The goal of the algorithm is to take the necessary steps to minimize this entropy, by choosing the right features at every stage to accomplish this.

Example 1: Are Mushrooms Poisonous or Not?

We'll use the decision tree classifier to predict whether mushroooms are poisonous. You can read about the dataset we're using here. The data shortens the categorical variables to just letters, so the data overview is especially helpful.

In [1]:
# import necessary packages
import pandas as pd
from sklearn.metrics import accuracy_score
from sklearn.model_selection import train_test_split
from sklearn.preprocessing import LabelEncoder
from sklearn.tree import DecisionTreeClassifier
from sklearn.tree import export_graphviz

In [2]:
m_data = pd.read_csv('https://archive.ics.uci.edu/ml/machine-learning-databases/mushroom/agaricus-lepiota.data', header = None, names = ['class','cap-shape','cap-surface','cap-color','bruises','odor','gill-attachment','gill-spacing','gill-size','gill-color','stalk-shape','stalk-root','stalk-surface-above-ring','stalk-surface-below-ring','stalk-color-above-ring','stalk-color-below-ring','veil-type','veil-color','ring-number','ring-type','spore-print-color','population','habitat'])

# drop null values
m_data = m_data.dropna()

# convert all features to categorical integer values
enc = LabelEncoder()
for i in m_data.columns:
m_data[i] = enc.fit_transform(m_data[i])

In [3]:
# target is stored in y
y = m_data['class']

# X contains all other features, which we will use to predict target
X = m_data.drop('class', axis=1)


The following note may seem self-evident, but just to be extra clear:

In the cell above, we create X so that it contains all features except for the target variable, and we'll make predictions using X. This doesn't have to be the case, and in fact is usually not the best practice; we can pick features that we think are significant rather than using the entire dataset, and doing so often results in more accurate predictions. For simplicity's sake, however, we omit this in this example.

In [4]:
# train/test split
X_train, X_test, y_train, y_test = train_test_split(X, y, test_size=0.3)

In [5]:
# build model and fit on train set
tree_classifier = DecisionTreeClassifier(max_leaf_nodes=15)
tree_classifier.fit(X_train, y_train)

Out[5]:
DecisionTreeClassifier(class_weight=None, criterion='gini', max_depth=None,
max_features=None, max_leaf_nodes=15, min_impurity_split=1e-07,
min_samples_leaf=1, min_samples_split=2,
min_weight_fraction_leaf=0.0, presort=False, random_state=None,
splitter='best')

Python does not have a good method to visually display a decision tree.
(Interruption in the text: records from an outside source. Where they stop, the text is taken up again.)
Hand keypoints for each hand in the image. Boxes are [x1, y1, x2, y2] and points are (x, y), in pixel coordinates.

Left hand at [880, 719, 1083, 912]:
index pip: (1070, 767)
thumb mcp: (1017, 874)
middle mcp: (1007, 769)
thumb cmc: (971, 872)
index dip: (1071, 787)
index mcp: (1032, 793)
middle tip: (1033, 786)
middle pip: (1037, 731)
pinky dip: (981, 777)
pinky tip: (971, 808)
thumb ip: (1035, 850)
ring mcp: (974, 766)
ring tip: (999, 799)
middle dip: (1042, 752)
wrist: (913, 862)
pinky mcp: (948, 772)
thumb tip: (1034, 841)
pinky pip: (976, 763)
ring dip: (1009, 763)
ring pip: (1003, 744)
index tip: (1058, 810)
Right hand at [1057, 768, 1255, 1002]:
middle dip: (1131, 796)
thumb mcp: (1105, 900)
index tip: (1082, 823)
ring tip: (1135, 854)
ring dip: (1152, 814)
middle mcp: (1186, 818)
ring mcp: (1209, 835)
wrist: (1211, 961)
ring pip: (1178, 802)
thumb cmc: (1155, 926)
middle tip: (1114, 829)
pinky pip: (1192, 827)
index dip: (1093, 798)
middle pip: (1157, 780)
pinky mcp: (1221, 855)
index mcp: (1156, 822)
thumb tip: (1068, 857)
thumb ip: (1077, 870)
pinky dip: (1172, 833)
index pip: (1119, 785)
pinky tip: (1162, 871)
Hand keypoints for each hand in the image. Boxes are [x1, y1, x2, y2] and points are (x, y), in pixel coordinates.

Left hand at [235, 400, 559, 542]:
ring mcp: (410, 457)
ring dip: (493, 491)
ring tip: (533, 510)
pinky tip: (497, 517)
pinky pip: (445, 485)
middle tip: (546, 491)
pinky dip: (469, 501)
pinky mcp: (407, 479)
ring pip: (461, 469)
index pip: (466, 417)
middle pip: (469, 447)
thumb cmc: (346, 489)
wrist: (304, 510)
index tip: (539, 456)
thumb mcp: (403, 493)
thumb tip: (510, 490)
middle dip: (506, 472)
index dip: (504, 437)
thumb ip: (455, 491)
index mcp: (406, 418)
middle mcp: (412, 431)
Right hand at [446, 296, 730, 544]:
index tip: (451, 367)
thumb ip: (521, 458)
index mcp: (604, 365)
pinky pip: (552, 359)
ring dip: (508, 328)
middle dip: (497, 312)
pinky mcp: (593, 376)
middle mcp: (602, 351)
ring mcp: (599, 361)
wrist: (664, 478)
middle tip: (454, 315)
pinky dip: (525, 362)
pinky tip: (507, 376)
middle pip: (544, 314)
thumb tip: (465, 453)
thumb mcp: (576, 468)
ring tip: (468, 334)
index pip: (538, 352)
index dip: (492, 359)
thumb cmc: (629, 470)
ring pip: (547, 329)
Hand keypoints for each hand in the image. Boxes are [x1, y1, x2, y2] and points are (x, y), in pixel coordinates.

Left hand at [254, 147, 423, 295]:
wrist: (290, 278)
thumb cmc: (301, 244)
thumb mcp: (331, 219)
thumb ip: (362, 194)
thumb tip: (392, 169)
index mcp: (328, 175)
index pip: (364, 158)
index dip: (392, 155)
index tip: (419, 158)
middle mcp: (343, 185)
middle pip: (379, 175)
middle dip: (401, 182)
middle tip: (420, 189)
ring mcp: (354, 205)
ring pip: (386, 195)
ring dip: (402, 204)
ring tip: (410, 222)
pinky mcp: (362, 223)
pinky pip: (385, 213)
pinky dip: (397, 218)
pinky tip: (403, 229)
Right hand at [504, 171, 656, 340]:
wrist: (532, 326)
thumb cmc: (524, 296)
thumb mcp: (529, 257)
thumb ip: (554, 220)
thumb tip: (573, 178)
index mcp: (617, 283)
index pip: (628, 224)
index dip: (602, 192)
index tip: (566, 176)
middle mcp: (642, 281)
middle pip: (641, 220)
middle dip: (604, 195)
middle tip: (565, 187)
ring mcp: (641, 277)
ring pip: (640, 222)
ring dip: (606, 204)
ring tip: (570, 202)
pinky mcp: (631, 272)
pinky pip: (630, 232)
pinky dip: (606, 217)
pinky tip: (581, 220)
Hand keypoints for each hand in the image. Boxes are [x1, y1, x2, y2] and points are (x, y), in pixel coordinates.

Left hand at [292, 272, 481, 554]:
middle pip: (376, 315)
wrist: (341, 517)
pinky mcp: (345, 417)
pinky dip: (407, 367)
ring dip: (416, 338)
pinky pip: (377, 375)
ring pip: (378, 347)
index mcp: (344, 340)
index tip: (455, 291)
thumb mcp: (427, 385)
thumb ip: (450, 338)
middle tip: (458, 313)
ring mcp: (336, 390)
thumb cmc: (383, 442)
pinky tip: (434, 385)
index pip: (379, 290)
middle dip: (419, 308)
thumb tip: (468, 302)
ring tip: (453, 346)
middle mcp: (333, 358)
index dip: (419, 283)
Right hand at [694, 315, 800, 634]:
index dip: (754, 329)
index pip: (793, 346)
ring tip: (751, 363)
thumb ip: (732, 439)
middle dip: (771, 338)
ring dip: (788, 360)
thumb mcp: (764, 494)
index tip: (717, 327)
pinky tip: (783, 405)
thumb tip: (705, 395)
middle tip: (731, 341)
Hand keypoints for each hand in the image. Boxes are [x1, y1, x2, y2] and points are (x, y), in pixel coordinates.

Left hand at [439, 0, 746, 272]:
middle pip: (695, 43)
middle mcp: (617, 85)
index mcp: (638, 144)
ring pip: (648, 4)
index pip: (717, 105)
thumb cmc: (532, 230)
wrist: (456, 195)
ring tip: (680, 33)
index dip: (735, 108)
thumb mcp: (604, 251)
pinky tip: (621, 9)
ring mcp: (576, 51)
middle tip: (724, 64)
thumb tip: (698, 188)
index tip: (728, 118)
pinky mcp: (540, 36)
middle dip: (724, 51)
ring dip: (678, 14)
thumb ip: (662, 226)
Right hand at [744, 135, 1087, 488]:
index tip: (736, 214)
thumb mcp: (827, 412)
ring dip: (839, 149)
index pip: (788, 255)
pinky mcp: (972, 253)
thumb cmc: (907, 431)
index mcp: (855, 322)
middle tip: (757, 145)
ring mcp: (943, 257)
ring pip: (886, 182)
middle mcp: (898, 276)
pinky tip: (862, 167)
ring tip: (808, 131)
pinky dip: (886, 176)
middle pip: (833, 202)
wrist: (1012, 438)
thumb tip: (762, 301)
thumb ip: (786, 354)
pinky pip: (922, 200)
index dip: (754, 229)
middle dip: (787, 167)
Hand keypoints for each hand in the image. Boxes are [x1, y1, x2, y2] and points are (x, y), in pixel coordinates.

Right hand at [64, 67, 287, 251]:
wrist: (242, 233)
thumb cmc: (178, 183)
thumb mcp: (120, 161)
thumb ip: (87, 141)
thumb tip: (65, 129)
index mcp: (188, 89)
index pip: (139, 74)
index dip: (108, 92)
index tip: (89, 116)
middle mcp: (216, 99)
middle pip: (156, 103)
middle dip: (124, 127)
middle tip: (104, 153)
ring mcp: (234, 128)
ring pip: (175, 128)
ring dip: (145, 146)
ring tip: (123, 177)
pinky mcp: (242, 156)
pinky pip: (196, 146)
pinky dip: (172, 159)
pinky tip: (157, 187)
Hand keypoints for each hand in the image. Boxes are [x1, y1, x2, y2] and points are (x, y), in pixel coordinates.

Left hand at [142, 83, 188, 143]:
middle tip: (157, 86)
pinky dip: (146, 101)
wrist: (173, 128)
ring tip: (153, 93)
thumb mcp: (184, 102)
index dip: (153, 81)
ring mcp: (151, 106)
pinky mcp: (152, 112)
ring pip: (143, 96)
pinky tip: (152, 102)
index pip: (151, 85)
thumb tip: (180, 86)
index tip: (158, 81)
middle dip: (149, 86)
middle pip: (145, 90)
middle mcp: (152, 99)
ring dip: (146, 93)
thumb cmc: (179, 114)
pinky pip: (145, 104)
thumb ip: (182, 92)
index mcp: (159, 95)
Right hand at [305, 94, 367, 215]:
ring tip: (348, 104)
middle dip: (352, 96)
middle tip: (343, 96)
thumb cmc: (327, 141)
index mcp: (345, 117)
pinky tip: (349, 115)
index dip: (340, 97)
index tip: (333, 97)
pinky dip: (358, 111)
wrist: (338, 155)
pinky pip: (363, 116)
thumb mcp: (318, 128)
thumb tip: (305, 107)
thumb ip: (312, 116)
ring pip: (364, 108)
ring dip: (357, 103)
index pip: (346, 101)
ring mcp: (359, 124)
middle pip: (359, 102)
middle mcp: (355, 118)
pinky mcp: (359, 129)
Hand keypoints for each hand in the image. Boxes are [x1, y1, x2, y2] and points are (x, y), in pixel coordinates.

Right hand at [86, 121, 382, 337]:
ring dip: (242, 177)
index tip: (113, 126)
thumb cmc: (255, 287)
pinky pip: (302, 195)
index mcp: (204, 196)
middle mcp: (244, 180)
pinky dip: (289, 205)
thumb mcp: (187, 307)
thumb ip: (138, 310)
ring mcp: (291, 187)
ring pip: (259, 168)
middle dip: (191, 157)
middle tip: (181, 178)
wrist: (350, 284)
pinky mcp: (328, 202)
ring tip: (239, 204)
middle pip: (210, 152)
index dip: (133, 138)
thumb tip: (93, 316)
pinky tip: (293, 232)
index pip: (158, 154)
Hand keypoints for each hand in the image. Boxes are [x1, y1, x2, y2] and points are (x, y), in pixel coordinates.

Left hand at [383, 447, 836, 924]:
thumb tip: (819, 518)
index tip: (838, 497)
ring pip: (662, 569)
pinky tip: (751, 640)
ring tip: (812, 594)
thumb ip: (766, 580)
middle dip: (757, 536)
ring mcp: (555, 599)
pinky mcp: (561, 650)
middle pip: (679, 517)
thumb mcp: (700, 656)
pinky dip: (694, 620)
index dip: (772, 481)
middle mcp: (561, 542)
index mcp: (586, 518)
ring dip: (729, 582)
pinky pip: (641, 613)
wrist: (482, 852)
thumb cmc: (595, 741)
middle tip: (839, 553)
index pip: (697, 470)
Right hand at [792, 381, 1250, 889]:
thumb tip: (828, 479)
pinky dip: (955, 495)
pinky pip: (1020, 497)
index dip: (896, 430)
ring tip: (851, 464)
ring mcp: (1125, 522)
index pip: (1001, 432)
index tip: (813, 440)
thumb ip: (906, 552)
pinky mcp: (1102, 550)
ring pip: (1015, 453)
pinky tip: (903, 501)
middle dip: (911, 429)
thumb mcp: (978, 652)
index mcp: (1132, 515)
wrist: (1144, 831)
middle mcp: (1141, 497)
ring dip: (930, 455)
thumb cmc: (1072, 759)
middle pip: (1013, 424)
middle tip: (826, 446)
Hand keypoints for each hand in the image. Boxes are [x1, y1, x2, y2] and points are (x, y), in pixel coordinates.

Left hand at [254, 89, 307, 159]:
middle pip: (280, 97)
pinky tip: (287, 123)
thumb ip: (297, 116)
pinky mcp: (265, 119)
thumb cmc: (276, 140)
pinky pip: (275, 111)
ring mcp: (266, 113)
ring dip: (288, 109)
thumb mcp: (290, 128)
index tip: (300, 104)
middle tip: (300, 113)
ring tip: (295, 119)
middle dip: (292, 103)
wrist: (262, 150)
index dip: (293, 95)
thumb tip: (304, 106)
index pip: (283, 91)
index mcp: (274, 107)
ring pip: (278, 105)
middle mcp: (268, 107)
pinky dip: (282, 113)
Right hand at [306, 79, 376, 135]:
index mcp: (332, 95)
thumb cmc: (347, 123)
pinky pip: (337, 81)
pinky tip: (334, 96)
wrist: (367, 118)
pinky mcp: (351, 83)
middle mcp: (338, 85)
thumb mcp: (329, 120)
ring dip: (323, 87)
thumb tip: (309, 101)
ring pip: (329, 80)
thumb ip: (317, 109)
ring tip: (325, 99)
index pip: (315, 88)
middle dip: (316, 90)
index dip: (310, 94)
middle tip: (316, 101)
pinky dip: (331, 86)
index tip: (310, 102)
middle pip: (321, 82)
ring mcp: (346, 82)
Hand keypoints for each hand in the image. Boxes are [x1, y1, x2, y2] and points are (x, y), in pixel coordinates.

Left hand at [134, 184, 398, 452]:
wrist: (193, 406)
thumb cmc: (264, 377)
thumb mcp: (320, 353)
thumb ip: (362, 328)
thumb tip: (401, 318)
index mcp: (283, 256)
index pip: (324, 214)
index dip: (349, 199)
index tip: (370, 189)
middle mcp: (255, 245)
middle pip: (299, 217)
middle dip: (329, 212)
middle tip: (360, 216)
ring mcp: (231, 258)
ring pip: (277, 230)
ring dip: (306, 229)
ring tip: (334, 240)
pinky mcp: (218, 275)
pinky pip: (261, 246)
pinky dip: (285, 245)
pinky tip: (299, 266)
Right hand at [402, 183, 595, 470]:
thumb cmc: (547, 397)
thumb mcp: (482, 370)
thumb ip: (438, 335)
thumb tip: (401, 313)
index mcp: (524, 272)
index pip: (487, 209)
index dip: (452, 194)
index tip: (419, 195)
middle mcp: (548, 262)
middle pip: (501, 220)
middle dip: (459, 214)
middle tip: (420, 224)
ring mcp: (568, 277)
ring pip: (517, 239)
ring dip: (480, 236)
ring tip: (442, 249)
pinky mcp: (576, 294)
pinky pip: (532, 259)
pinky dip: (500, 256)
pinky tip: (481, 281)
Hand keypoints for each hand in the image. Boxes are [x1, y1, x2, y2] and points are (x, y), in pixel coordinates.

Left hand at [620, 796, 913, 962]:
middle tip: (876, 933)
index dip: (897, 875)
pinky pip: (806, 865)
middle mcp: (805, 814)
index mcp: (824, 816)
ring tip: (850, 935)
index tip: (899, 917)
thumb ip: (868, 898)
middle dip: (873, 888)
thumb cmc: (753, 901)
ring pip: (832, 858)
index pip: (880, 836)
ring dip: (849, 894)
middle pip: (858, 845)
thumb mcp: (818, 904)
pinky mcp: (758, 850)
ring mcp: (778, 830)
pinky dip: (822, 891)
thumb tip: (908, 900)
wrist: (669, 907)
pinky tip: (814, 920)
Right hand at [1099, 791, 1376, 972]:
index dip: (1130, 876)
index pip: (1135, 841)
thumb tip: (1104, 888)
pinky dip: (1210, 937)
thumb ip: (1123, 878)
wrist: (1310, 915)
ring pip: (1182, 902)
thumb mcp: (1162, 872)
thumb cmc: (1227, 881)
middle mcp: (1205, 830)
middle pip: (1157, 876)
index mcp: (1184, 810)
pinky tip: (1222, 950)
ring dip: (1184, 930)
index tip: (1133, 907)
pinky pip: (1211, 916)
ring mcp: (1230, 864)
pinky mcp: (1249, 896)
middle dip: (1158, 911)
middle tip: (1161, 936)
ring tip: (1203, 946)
If you want to see it, run the code below which writes the tree to a file. Then, go here where you will have to copy the file's contents into the webpage and run it.

In [9]:
# creates a file with the decision tree plotted
with open("decisiontree.txt", 'w') as f:
export_graphviz(tree_classifier, out_file=f, feature_names=list(X))

In [7]:
# make predictions on test set
tree_pred = tree_classifier.predict(X_test)
tree_pred

Out[7]:
array([0, 0, 1, ..., 0, 1, 1])
In [8]:
# measure accuracy
accuracy_score(y_true = y_test, y_pred = tree_pred)

Out[8]:
0.99138638228055787

Example 2: Predict Higgs Boson Signal

In [72]:
# import necessary packages
import pandas as pd
from sklearn.metrics import accuracy_score
from sklearn.model_selection import train_test_split
from sklearn.tree import DecisionTreeClassifier

In [73]:
# this code is only necessary because of the data is in an arff file
import urllib2
from StringIO import StringIO
higgs = pd.DataFrame(dataset[0], columns=dataset[1].names())

# target is stored in y
Y = higgs['class']

# X contains all other features, which we will use to predict target
X = higgs.drop('class', axis=1)

In [74]:
# train/test split
X_train, X_test, Y_train, Y_test = train_test_split(X, Y, test_size=0.3)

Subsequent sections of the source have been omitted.